§ Problem details: Give back each entry verbatim.

§ Supplied records:
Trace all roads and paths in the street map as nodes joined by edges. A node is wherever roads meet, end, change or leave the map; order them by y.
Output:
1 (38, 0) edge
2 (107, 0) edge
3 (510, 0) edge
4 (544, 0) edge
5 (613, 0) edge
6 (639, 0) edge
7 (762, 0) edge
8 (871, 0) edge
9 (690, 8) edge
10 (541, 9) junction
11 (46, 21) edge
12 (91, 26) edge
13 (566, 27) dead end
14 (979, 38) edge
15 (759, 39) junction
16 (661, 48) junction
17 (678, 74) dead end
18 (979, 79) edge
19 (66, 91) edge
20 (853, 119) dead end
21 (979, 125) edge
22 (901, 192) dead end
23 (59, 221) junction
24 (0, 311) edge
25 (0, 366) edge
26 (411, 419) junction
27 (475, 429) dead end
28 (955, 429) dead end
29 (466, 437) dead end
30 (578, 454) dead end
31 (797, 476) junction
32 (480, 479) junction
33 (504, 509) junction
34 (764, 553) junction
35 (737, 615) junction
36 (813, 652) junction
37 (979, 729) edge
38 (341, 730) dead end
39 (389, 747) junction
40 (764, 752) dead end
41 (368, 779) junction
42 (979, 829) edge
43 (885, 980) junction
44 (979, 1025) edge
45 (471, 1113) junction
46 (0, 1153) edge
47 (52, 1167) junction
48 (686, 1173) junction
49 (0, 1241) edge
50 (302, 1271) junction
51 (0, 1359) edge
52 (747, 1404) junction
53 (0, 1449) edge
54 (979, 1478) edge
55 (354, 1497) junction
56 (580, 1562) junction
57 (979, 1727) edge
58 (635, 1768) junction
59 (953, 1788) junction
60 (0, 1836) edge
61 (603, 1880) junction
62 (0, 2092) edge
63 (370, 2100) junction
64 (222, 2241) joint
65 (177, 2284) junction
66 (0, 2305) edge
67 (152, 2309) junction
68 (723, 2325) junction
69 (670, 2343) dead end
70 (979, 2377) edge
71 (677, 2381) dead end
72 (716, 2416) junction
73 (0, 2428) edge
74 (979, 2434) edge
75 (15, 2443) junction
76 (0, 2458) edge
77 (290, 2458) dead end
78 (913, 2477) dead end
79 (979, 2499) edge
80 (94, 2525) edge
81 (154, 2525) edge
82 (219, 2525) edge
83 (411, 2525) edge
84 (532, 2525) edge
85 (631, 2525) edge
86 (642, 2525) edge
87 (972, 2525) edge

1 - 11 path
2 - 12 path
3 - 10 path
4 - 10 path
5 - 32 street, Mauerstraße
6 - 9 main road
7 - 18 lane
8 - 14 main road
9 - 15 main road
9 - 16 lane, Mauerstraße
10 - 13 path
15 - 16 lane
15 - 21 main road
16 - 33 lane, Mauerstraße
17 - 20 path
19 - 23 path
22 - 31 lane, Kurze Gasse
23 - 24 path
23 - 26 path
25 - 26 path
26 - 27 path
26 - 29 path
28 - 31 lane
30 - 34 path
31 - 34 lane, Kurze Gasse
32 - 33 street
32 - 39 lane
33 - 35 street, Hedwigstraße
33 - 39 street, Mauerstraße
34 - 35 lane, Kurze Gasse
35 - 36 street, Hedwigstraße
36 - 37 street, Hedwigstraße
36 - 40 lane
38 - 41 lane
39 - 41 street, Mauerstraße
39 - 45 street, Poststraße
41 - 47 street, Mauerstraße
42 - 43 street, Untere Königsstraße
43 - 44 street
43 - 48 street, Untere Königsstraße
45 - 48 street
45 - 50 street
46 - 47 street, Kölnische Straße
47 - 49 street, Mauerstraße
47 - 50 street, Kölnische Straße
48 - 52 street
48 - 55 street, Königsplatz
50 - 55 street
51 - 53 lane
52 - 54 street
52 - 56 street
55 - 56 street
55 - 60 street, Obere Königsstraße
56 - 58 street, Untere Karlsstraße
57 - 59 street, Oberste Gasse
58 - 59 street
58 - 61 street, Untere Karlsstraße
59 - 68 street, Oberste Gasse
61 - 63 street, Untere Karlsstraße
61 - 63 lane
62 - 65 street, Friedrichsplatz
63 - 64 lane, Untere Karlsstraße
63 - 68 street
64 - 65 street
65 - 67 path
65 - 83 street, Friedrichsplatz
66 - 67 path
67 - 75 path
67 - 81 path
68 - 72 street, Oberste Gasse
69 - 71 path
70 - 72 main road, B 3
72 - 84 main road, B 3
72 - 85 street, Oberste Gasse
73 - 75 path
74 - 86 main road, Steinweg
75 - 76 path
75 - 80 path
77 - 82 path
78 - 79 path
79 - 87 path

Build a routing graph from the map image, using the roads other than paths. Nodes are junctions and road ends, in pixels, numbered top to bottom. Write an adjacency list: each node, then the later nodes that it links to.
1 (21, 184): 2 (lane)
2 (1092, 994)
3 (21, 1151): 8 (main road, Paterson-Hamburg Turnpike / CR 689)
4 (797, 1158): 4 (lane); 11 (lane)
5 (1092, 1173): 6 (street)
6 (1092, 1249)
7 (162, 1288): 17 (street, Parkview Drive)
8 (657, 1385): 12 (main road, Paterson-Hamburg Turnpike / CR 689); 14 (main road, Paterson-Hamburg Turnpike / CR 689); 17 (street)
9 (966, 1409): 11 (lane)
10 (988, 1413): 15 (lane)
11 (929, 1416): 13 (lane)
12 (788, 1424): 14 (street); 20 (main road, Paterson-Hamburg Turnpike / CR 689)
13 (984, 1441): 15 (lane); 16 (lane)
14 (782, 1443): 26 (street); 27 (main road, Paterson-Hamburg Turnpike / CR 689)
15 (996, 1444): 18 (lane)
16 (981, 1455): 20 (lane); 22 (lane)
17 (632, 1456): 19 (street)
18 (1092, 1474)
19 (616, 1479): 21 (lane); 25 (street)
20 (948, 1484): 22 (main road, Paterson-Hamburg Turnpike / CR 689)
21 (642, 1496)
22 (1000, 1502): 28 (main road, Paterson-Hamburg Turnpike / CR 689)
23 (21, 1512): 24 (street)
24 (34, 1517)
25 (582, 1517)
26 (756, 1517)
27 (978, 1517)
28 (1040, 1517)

§ Solution for this task:
Trace all roads and paths in the street map as nodes joined by edges. A node is wherever roads meet, end, change or leave the map; order them by y.
Output:
1 (38, 0) edge
2 (107, 0) edge
3 (510, 0) edge
4 (544, 0) edge
5 (613, 0) edge
6 (639, 0) edge
7 (762, 0) edge
8 (871, 0) edge
9 (690, 8) edge
10 (541, 9) junction
11 (46, 21) edge
12 (91, 26) edge
13 (566, 27) dead end
14 (979, 38) edge
15 (759, 39) junction
16 (661, 48) junction
17 (678, 74) dead end
18 (979, 79) edge
19 (66, 91) edge
20 (853, 119) dead end
21 (979, 125) edge
22 (901, 192) dead end
23 (59, 221) junction
24 (0, 311) edge
25 (0, 366) edge
26 (411, 419) junction
27 (475, 429) dead end
28 (955, 429) dead end
29 (466, 437) dead end
30 (578, 454) dead end
31 (797, 476) junction
32 (480, 479) junction
33 (504, 509) junction
34 (764, 553) junction
35 (737, 615) junction
36 (813, 652) junction
37 (979, 729) edge
38 (341, 730) dead end
39 (389, 747) junction
40 (764, 752) dead end
41 (368, 779) junction
42 (979, 829) edge
43 (885, 980) junction
44 (979, 1025) edge
45 (471, 1113) junction
46 (0, 1153) edge
47 (52, 1167) junction
48 (686, 1173) junction
49 (0, 1241) edge
50 (302, 1271) junction
51 (0, 1359) edge
52 (747, 1404) junction
53 (0, 1449) edge
54 (979, 1478) edge
55 (354, 1497) junction
56 (580, 1562) junction
57 (979, 1727) edge
58 (635, 1768) junction
59 (953, 1788) junction
60 (0, 1836) edge
61 (603, 1880) junction
62 (0, 2092) edge
63 (370, 2100) junction
64 (222, 2241) joint
65 (177, 2284) junction
66 (0, 2305) edge
67 (152, 2309) junction
68 (723, 2325) junction
69 (670, 2343) dead end
70 (979, 2377) edge
71 (677, 2381) dead end
72 (716, 2416) junction
73 (0, 2428) edge
74 (979, 2434) edge
75 (15, 2443) junction
76 (0, 2458) edge
77 (290, 2458) dead end
78 (913, 2477) dead end
79 (979, 2499) edge
80 (94, 2525) edge
81 (154, 2525) edge
82 (219, 2525) edge
83 (411, 2525) edge
84 (532, 2525) edge
85 (631, 2525) edge
86 (642, 2525) edge
87 (972, 2525) edge

1 - 11 path
2 - 12 path
3 - 10 path
4 - 10 path
5 - 32 street, Mauerstraße
6 - 9 main road
7 - 18 lane
8 - 14 main road
9 - 15 main road
9 - 16 lane, Mauerstraße
10 - 13 path
15 - 16 lane
15 - 21 main road
16 - 33 lane, Mauerstraße
17 - 20 path
19 - 23 path
22 - 31 lane, Kurze Gasse
23 - 24 path
23 - 26 path
25 - 26 path
26 - 27 path
26 - 29 path
28 - 31 lane
30 - 34 path
31 - 34 lane, Kurze Gasse
32 - 33 street
32 - 39 lane
33 - 35 street, Hedwigstraße
33 - 39 street, Mauerstraße
34 - 35 lane, Kurze Gasse
35 - 36 street, Hedwigstraße
36 - 37 street, Hedwigstraße
36 - 40 lane
38 - 41 lane
39 - 41 street, Mauerstraße
39 - 45 street, Poststraße
41 - 47 street, Mauerstraße
42 - 43 street, Untere Königsstraße
43 - 44 street
43 - 48 street, Untere Königsstraße
45 - 48 street
45 - 50 street
46 - 47 street, Kölnische Straße
47 - 49 street, Mauerstraße
47 - 50 street, Kölnische Straße
48 - 52 street
48 - 55 street, Königsplatz
50 - 55 street
51 - 53 lane
52 - 54 street
52 - 56 street
55 - 56 street
55 - 60 street, Obere Königsstraße
56 - 58 street, Untere Karlsstraße
57 - 59 street, Oberste Gasse
58 - 59 street
58 - 61 street, Untere Karlsstraße
59 - 68 street, Oberste Gasse
61 - 63 street, Untere Karlsstraße
61 - 63 lane
62 - 65 street, Friedrichsplatz
63 - 64 lane, Untere Karlsstraße
63 - 68 street
64 - 65 street
65 - 67 path
65 - 83 street, Friedrichsplatz
66 - 67 path
67 - 75 path
67 - 81 path
68 - 72 street, Oberste Gasse
69 - 71 path
70 - 72 main road, B 3
72 - 84 main road, B 3
72 - 85 street, Oberste Gasse
73 - 75 path
74 - 86 main road, Steinweg
75 - 76 path
75 - 80 path
77 - 82 path
78 - 79 path
79 - 87 path

Build a routing graph from the map image, using the roads other than paths. Nodes are junctions and road ends, in pixels, numbered top to bottom. Write an adjacency list: each node, then the later nodes that it links to.
1 (21, 184): 2 (lane)
2 (1092, 994)
3 (21, 1151): 8 (main road, Paterson-Hamburg Turnpike / CR 689)
4 (797, 1158): 4 (lane); 11 (lane)
5 (1092, 1173): 6 (street)
6 (1092, 1249)
7 (162, 1288): 17 (street, Parkview Drive)
8 (657, 1385): 12 (main road, Paterson-Hamburg Turnpike / CR 689); 14 (main road, Paterson-Hamburg Turnpike / CR 689); 17 (street)
9 (966, 1409): 11 (lane)
10 (988, 1413): 15 (lane)
11 (929, 1416): 13 (lane)
12 (788, 1424): 14 (street); 20 (main road, Paterson-Hamburg Turnpike / CR 689)
13 (984, 1441): 15 (lane); 16 (lane)
14 (782, 1443): 26 (street); 27 (main road, Paterson-Hamburg Turnpike / CR 689)
15 (996, 1444): 18 (lane)
16 (981, 1455): 20 (lane); 22 (lane)
17 (632, 1456): 19 (street)
18 (1092, 1474)
19 (616, 1479): 21 (lane); 25 (street)
20 (948, 1484): 22 (main road, Paterson-Hamburg Turnpike / CR 689)
21 (642, 1496)
22 (1000, 1502): 28 (main road, Paterson-Hamburg Turnpike / CR 689)
23 (21, 1512): 24 (street)
24 (34, 1517)
25 (582, 1517)
26 (756, 1517)
27 (978, 1517)
28 (1040, 1517)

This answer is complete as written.